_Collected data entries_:
+ + + +
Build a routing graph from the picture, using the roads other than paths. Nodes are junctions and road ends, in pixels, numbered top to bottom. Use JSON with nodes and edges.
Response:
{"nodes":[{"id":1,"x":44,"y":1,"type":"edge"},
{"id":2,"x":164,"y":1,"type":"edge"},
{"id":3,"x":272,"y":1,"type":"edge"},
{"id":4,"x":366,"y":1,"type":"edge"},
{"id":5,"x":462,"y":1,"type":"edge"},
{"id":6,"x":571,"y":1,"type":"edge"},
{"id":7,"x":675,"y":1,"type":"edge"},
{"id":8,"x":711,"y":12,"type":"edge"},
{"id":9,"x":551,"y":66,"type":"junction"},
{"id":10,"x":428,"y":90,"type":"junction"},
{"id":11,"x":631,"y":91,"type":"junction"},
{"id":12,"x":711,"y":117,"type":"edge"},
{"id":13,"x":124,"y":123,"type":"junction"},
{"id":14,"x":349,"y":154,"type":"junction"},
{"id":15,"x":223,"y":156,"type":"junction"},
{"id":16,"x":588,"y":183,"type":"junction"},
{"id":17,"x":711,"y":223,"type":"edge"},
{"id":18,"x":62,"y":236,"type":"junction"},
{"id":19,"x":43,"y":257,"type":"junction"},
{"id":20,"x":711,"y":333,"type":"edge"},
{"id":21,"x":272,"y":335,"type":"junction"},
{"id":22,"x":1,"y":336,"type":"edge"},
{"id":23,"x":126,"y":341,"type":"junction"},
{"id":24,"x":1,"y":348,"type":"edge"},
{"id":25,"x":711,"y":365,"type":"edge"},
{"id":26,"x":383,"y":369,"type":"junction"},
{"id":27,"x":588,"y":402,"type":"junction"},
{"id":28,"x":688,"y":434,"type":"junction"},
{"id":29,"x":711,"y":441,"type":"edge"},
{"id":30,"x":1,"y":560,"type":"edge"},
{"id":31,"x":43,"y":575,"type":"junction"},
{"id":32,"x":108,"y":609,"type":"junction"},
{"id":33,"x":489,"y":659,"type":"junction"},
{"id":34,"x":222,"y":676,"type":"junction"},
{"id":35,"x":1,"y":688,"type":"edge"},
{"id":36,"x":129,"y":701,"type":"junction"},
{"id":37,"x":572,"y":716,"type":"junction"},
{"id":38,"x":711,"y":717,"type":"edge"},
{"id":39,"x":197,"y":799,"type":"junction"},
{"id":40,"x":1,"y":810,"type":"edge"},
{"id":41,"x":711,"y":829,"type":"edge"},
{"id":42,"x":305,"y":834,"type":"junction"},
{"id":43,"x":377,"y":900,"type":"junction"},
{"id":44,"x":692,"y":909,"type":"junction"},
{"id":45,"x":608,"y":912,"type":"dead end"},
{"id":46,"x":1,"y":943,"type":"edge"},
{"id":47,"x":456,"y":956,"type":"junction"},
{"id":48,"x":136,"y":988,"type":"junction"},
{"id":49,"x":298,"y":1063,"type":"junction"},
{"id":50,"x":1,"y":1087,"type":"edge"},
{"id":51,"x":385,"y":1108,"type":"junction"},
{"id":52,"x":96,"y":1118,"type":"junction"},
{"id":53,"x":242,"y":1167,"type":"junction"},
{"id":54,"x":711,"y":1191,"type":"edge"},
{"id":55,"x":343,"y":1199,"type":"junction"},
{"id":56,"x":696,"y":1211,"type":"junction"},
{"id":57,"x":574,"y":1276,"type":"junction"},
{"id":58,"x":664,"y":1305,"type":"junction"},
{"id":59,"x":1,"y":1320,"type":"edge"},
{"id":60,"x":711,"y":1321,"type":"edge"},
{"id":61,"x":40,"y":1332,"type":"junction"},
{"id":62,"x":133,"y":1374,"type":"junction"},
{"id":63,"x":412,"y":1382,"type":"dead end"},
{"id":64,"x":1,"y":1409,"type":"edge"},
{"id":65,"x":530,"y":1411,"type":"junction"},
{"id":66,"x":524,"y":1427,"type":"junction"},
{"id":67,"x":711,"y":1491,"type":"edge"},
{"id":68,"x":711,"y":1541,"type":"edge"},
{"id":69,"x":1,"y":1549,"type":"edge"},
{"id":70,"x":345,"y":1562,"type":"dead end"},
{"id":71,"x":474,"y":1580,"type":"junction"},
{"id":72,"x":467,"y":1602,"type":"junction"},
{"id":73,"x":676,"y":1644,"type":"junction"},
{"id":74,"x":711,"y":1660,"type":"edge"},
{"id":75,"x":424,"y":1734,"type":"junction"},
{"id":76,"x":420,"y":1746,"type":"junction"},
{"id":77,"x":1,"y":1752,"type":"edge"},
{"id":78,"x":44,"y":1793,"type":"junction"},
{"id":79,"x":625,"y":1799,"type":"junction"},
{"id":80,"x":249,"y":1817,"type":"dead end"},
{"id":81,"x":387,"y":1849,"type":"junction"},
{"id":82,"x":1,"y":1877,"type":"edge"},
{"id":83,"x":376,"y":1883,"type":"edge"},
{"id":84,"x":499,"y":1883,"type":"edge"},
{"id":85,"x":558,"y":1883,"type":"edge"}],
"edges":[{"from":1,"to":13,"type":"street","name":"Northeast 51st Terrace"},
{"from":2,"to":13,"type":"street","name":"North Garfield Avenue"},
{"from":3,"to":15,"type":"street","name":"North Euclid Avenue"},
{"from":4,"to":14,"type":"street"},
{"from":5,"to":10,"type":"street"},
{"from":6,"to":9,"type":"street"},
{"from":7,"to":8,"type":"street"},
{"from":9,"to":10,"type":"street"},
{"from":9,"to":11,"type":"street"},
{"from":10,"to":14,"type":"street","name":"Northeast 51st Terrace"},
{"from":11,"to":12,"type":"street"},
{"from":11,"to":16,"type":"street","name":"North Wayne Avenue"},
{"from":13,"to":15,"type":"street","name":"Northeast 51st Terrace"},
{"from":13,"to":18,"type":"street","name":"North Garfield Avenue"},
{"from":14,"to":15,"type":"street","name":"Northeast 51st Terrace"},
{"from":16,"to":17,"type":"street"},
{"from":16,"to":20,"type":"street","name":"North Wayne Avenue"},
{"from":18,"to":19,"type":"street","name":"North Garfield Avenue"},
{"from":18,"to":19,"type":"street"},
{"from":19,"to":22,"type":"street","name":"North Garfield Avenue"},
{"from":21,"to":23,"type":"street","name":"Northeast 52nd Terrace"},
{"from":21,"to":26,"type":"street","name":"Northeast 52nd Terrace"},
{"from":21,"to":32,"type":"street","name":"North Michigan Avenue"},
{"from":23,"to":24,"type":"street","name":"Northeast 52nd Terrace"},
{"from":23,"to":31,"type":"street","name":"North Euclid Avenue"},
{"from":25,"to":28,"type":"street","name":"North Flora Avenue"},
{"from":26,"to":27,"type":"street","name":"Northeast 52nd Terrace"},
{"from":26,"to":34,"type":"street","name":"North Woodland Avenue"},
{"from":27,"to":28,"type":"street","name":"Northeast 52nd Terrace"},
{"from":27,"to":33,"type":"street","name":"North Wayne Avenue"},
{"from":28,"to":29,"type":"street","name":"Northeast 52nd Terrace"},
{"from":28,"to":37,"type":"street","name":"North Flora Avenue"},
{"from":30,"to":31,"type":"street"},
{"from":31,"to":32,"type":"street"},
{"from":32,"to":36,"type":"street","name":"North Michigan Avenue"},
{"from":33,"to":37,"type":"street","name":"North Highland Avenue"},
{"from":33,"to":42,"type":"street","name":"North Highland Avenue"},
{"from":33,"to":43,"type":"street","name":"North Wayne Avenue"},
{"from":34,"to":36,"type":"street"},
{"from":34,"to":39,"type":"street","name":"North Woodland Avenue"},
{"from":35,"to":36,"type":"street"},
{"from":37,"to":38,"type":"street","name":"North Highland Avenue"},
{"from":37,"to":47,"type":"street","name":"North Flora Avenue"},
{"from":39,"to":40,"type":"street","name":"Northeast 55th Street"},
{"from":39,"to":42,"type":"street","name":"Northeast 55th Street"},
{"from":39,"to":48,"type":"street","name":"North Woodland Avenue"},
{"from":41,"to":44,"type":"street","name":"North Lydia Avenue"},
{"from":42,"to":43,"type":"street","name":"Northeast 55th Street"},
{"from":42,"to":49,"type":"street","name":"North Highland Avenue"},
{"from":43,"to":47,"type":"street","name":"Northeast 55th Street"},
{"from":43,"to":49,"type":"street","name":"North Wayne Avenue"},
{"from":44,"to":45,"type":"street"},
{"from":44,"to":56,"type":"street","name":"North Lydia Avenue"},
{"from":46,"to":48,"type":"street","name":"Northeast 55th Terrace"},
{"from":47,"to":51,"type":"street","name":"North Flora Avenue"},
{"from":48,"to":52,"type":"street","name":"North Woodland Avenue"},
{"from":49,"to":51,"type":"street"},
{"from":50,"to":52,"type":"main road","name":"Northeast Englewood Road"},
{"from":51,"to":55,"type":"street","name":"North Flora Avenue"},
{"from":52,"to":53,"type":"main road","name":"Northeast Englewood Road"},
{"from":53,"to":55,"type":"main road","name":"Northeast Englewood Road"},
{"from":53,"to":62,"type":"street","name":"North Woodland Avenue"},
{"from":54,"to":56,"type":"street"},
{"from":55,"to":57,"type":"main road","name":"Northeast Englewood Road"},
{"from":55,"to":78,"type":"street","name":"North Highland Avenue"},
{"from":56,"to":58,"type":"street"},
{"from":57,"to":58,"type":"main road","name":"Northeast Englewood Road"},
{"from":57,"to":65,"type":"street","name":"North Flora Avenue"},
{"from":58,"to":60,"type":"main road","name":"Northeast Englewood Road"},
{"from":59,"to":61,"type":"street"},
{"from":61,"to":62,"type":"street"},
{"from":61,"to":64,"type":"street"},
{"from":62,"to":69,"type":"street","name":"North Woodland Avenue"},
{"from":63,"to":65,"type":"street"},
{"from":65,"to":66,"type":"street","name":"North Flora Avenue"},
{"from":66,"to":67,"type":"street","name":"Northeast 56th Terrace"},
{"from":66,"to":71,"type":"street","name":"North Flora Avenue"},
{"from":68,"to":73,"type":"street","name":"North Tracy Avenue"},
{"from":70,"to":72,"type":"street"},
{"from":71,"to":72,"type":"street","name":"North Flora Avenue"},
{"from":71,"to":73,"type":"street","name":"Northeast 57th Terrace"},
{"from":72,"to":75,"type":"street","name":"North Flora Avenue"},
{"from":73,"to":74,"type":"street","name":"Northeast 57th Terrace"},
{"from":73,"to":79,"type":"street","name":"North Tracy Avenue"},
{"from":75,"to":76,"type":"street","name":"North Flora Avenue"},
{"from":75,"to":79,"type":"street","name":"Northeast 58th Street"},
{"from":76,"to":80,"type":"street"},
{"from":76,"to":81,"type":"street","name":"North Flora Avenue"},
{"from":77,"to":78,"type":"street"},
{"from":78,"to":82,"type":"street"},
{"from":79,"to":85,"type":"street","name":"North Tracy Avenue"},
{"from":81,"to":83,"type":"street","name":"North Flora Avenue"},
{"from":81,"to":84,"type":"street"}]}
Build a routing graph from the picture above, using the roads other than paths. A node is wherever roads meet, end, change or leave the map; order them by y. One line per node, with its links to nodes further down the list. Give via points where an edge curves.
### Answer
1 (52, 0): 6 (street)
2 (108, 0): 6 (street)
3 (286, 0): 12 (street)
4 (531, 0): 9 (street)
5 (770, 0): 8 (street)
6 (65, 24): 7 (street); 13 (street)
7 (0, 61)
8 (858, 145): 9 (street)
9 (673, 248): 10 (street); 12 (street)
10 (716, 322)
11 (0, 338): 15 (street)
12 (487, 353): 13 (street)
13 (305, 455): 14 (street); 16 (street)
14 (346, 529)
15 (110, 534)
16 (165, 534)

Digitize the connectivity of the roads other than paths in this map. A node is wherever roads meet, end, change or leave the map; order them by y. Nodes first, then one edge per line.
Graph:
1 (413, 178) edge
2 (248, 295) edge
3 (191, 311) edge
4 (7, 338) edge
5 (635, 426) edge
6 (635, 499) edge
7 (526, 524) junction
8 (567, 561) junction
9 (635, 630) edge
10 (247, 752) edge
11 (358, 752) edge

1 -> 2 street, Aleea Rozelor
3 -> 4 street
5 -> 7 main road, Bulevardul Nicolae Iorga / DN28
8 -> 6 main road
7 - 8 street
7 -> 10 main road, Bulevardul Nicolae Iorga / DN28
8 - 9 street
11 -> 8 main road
+ + + +
_TASK DIRECTIONS_: Which lines above contain the word "main"? Copy each of them.

_EXERCISE ANSWER_:
{"from":50,"to":52,"type":"main road","name":"Northeast Englewood Road"},
{"from":52,"to":53,"type":"main road","name":"Northeast Englewood Road"},
{"from":53,"to":55,"type":"main road","name":"Northeast Englewood Road"},
{"from":55,"to":57,"type":"main road","name":"Northeast Englewood Road"},
{"from":57,"to":58,"type":"main road","name":"Northeast Englewood Road"},
{"from":58,"to":60,"type":"main road","name":"Northeast Englewood Road"},
5 -> 7 main road, Bulevardul Nicolae Iorga / DN28
8 -> 6 main road
7 -> 10 main road, Bulevardul Nicolae Iorga / DN28
11 -> 8 main road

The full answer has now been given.